Hunt through the lines below for the string "dead" and copy each one that has it.

SOURCE MATERIAL

..........

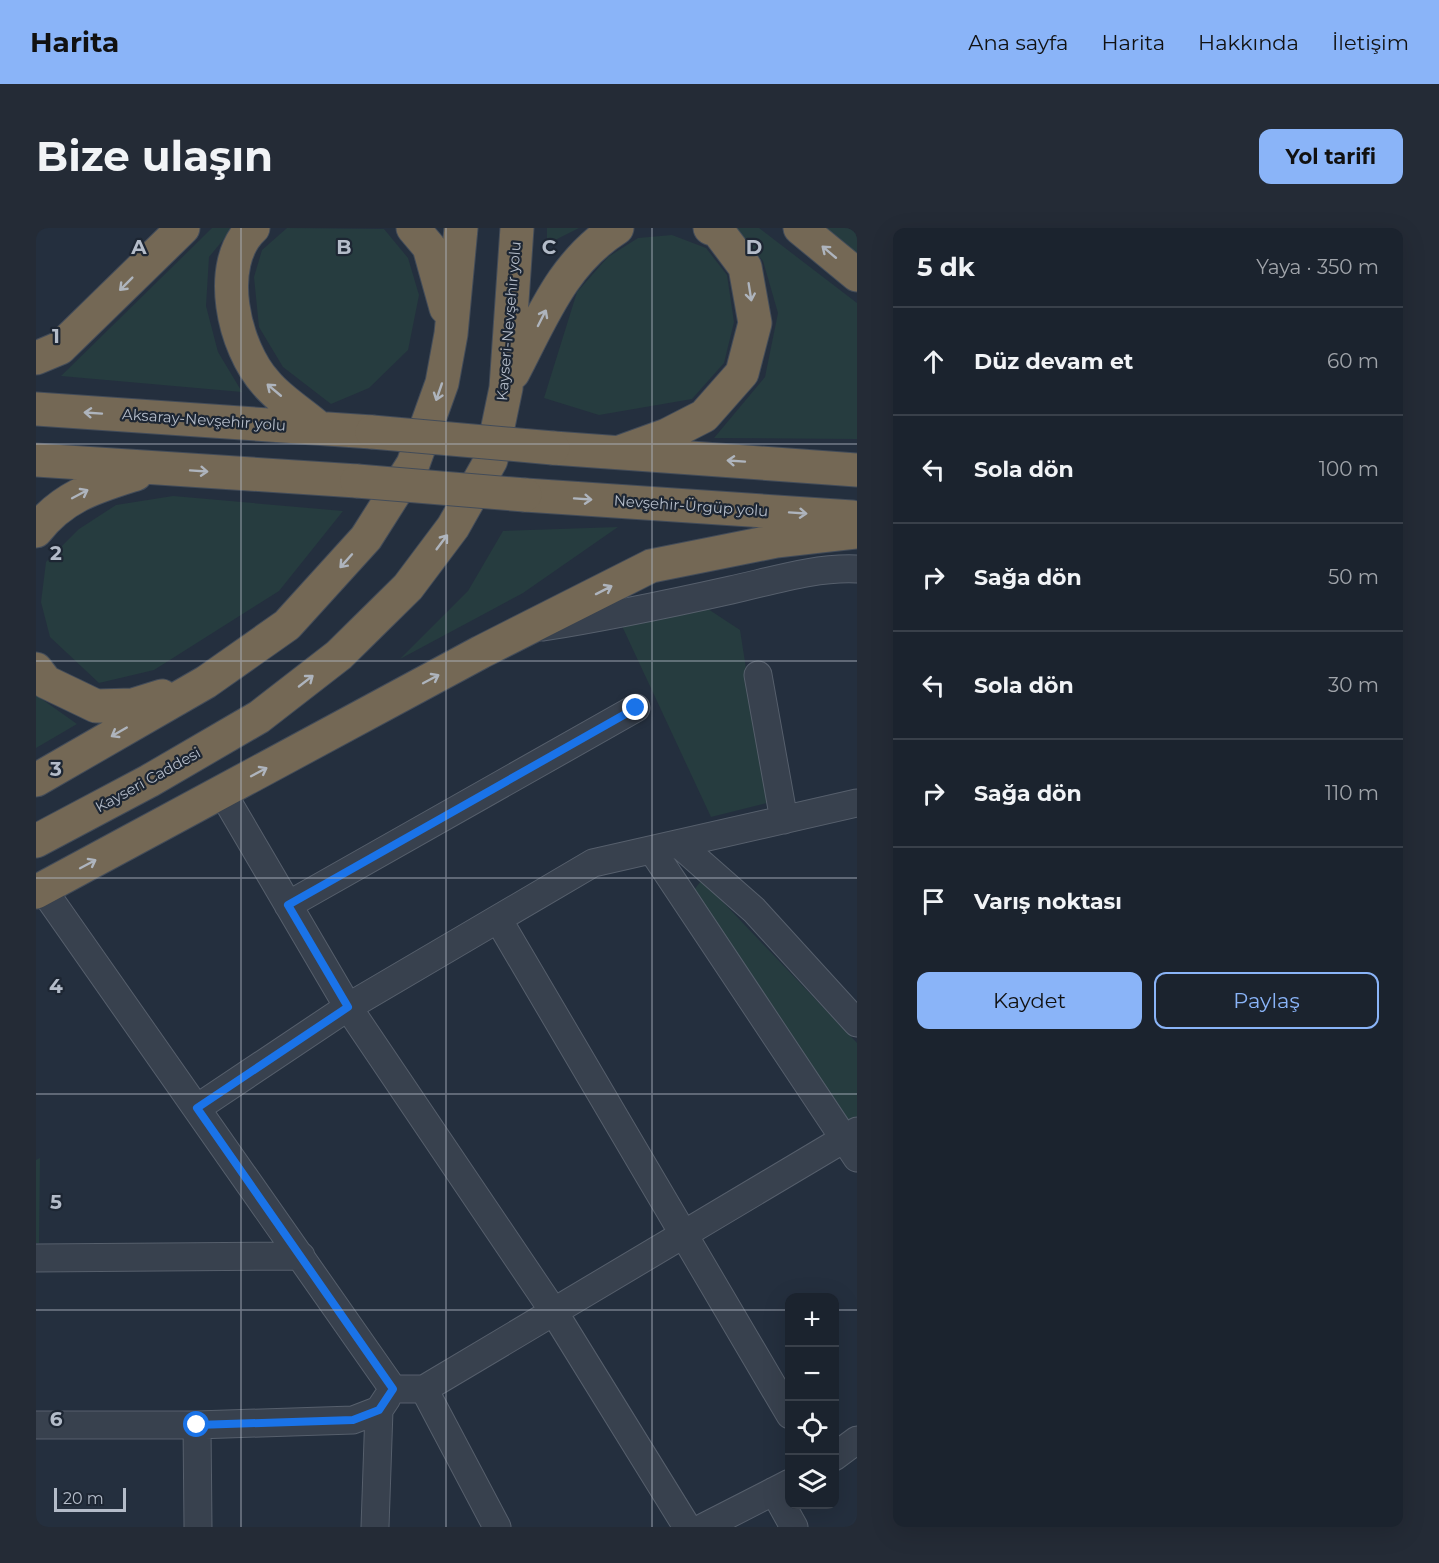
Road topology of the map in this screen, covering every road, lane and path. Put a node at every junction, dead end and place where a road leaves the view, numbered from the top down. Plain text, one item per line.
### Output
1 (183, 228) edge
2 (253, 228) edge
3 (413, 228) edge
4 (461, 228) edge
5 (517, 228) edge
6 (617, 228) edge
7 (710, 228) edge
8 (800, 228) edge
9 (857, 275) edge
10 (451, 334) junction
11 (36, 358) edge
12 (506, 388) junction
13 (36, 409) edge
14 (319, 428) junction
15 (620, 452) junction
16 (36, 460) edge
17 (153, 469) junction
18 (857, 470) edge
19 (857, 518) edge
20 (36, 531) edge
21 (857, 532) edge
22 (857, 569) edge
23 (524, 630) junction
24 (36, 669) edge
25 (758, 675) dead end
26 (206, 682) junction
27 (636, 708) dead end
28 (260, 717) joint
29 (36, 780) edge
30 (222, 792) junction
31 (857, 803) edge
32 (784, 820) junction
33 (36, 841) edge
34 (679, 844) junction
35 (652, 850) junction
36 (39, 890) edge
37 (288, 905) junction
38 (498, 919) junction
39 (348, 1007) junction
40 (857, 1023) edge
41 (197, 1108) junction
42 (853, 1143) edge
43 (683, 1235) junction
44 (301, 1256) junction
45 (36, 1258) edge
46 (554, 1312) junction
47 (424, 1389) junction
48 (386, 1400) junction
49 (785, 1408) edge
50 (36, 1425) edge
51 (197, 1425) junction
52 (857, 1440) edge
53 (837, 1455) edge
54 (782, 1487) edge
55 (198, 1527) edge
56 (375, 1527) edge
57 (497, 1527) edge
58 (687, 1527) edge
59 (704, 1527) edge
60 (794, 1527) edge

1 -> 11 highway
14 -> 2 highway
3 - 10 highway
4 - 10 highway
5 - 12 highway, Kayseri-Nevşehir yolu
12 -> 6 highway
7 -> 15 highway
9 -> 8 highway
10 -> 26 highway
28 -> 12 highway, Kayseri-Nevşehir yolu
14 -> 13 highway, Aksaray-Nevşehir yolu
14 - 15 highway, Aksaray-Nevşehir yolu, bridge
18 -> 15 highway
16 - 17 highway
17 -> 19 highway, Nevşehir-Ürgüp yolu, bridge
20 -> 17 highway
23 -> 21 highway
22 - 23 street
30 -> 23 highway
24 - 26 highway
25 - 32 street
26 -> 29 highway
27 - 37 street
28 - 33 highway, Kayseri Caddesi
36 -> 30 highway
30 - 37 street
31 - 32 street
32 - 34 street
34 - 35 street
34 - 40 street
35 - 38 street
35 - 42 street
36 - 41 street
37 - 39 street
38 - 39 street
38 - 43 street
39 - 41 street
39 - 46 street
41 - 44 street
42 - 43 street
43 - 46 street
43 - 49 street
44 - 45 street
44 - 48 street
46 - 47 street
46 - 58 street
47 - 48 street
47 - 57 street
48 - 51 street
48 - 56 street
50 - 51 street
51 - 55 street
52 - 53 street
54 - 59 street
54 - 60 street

..........

SOLUTION BELOW
Road topology of the map in this screen, covering every road, lane and path. Put a node at every junction, dead end and place where a road leaves the view, numbered from the top down. Plain text, one item per line.
25 (758, 675) dead end
27 (636, 708) dead end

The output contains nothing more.